* **TASK OBJECTIVE**
Pick out and copy every line below that has the word "Freiberger".

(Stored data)
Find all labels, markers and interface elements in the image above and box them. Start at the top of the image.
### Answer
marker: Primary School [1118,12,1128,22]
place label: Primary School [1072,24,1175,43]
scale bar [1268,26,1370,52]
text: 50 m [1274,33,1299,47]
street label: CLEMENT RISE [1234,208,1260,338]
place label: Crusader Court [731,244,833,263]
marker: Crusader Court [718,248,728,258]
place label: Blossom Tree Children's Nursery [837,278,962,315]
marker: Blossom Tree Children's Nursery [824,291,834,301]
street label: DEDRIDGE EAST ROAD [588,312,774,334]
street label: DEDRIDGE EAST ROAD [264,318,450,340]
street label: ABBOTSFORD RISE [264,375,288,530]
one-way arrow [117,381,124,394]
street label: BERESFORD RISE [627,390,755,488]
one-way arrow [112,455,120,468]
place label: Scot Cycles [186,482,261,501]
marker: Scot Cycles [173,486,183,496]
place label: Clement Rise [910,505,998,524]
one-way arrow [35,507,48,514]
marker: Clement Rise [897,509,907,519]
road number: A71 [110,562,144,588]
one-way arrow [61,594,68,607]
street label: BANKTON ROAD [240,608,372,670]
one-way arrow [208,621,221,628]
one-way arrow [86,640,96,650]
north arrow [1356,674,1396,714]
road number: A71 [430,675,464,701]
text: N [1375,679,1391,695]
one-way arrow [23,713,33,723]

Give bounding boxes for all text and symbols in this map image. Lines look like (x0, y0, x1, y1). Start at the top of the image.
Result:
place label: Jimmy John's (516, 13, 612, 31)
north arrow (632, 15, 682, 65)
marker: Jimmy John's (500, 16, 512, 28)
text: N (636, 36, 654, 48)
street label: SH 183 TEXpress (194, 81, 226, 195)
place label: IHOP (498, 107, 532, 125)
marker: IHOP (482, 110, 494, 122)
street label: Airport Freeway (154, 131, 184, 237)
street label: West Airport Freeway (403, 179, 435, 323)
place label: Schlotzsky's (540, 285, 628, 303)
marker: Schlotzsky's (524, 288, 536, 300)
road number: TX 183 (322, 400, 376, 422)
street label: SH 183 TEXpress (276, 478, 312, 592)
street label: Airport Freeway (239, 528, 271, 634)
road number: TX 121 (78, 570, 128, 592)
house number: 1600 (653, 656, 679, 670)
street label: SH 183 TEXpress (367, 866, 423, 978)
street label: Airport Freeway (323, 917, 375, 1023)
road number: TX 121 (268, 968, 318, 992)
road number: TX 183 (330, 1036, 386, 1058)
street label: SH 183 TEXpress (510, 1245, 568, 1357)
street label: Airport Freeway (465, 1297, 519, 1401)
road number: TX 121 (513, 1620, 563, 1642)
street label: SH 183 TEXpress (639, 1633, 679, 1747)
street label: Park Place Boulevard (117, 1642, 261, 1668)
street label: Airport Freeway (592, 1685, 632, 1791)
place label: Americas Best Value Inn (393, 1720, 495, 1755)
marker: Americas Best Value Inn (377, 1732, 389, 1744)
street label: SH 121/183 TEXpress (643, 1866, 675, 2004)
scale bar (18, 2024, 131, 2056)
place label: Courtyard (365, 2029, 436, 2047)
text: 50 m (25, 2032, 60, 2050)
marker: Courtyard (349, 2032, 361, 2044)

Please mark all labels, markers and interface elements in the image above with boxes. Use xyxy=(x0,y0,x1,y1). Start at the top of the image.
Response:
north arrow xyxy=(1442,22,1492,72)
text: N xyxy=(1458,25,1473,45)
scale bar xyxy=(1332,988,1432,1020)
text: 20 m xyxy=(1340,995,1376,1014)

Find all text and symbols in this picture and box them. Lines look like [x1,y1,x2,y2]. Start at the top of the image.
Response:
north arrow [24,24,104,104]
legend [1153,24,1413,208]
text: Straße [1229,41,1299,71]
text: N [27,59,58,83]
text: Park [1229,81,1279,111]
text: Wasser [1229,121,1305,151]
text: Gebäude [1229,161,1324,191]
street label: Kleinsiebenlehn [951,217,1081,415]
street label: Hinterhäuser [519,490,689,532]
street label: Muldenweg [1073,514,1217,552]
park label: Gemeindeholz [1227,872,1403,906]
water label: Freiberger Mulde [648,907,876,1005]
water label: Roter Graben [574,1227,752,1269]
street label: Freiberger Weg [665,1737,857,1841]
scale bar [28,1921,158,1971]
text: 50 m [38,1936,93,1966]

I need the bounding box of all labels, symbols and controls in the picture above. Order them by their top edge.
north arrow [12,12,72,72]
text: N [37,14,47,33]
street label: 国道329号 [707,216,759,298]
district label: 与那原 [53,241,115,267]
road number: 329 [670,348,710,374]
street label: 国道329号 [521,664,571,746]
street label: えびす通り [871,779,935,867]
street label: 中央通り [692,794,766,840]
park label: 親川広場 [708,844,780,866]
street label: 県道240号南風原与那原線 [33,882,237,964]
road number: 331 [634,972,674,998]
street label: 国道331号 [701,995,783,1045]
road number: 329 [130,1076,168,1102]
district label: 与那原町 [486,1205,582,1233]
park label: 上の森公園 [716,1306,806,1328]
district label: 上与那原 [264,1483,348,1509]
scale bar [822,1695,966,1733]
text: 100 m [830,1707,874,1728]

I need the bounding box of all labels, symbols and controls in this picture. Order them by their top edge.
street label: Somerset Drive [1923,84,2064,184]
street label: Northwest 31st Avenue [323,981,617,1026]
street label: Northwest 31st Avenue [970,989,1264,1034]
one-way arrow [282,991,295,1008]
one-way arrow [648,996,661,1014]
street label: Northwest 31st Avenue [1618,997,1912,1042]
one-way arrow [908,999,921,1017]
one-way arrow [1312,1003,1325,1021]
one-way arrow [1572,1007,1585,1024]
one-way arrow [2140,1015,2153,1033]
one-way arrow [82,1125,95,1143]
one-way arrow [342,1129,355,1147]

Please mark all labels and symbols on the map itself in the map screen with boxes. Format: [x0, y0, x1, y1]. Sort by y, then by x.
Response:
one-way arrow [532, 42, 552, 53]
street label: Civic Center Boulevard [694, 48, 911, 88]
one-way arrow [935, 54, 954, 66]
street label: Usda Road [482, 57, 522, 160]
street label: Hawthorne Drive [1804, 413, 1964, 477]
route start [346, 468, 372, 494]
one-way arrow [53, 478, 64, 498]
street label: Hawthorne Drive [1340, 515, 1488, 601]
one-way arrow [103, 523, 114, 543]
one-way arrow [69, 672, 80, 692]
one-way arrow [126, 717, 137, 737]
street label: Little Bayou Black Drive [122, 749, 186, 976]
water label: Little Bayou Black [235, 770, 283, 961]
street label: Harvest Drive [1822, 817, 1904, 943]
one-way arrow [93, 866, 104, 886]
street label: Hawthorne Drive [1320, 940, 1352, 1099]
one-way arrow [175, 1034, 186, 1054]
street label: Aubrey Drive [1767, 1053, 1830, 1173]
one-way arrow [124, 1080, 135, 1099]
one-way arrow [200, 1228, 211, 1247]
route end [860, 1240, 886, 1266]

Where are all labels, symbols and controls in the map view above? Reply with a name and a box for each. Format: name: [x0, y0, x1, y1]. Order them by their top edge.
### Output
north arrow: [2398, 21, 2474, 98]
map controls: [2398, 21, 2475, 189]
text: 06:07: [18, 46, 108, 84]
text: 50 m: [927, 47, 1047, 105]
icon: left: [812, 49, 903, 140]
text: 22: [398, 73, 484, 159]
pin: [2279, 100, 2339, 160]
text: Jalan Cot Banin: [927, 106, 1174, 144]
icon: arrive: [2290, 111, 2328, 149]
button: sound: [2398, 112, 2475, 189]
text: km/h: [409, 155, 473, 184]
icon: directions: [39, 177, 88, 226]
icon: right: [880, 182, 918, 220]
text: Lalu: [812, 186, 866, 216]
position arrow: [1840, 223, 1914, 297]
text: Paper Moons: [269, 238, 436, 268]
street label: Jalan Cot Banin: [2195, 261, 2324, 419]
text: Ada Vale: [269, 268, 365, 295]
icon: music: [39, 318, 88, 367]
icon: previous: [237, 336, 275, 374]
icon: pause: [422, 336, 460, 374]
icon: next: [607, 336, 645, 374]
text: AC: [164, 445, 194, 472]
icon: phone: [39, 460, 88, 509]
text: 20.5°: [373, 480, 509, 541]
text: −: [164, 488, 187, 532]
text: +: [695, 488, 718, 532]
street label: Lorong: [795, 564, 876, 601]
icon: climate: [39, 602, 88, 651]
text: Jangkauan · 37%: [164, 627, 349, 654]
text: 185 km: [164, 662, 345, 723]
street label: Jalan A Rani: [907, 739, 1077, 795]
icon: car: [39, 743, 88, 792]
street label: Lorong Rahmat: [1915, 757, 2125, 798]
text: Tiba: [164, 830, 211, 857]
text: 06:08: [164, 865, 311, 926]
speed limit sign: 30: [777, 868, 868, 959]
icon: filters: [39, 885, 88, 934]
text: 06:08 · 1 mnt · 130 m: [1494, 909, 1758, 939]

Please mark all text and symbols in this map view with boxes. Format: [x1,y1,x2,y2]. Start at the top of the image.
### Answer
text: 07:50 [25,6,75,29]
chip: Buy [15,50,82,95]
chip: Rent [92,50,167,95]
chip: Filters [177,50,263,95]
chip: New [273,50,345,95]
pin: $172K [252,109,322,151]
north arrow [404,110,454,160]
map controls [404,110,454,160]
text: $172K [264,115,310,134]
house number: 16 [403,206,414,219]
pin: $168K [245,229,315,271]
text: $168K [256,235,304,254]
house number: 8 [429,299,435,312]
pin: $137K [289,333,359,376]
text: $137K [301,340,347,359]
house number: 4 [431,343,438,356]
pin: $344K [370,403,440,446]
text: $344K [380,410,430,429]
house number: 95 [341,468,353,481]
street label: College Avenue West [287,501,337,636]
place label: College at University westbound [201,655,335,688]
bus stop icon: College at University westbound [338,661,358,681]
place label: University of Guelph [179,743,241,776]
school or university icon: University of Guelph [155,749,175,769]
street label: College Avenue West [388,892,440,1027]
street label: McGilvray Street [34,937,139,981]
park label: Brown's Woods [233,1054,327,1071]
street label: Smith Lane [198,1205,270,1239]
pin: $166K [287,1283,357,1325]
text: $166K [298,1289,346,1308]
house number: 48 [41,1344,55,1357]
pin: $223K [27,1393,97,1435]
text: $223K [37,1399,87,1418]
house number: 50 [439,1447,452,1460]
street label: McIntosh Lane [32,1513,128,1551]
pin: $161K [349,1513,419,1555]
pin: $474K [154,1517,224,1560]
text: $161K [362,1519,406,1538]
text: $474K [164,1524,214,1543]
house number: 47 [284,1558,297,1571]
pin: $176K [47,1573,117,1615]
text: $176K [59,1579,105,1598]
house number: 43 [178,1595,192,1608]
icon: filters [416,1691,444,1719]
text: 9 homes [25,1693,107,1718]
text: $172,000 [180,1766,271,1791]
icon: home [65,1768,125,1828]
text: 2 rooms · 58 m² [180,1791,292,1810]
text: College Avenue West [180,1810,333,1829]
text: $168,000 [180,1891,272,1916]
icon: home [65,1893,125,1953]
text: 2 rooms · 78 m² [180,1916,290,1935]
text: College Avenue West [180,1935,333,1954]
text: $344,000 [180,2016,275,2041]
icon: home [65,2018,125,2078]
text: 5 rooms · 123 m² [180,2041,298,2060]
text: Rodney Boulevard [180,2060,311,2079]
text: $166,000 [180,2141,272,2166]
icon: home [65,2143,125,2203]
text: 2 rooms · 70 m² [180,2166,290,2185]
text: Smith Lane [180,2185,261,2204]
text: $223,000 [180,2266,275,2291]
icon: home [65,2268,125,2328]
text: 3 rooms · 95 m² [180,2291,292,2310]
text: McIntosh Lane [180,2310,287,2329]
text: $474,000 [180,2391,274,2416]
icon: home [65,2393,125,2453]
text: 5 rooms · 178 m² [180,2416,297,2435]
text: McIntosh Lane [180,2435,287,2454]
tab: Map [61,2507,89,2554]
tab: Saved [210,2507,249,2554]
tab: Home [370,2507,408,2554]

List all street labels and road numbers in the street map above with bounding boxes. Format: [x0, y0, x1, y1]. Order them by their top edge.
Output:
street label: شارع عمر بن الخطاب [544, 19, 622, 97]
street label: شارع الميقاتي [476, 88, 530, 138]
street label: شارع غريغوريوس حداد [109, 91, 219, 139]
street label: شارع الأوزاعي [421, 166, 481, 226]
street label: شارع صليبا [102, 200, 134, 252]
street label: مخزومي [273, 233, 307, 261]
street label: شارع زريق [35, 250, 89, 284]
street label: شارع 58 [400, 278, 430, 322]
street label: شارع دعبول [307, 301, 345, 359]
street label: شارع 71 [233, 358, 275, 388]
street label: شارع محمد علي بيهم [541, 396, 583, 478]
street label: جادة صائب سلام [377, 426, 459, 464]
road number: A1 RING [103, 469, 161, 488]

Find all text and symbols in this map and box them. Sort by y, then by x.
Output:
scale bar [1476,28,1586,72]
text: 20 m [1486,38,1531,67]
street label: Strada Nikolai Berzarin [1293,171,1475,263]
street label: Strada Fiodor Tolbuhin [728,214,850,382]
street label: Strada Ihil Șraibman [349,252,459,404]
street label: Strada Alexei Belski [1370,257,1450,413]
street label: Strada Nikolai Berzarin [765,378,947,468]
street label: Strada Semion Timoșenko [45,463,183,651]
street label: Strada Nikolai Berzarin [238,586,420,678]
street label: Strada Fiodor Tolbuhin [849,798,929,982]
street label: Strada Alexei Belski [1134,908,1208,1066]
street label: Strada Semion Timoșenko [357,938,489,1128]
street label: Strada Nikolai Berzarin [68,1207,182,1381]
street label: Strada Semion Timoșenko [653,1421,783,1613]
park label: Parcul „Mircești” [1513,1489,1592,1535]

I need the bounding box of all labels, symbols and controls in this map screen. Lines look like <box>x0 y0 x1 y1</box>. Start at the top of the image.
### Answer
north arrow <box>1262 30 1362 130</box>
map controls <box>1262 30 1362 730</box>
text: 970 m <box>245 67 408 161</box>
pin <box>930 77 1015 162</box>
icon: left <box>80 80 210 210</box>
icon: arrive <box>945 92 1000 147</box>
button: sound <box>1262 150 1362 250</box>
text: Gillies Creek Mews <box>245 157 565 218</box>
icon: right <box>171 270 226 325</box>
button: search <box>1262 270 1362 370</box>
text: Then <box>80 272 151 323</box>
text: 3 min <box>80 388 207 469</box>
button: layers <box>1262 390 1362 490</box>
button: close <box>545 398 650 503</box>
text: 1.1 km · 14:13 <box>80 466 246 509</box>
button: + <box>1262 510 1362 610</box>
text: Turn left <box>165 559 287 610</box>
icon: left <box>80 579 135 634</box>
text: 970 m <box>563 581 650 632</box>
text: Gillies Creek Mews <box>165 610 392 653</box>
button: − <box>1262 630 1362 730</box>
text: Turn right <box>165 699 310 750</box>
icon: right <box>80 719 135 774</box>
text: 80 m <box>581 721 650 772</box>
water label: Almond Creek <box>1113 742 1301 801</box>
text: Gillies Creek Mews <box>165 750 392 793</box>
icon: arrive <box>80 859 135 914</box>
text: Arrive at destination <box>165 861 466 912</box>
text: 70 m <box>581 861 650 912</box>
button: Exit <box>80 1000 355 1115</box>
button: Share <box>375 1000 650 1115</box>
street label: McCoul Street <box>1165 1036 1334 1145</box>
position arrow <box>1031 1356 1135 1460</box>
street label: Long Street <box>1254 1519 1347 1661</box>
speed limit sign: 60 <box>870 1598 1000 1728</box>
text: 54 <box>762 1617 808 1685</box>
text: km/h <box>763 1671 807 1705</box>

* **RESULT OF THE EXERCISE**
water label: Freiberger Mulde [648,907,876,1005]
street label: Freiberger Weg [665,1737,857,1841]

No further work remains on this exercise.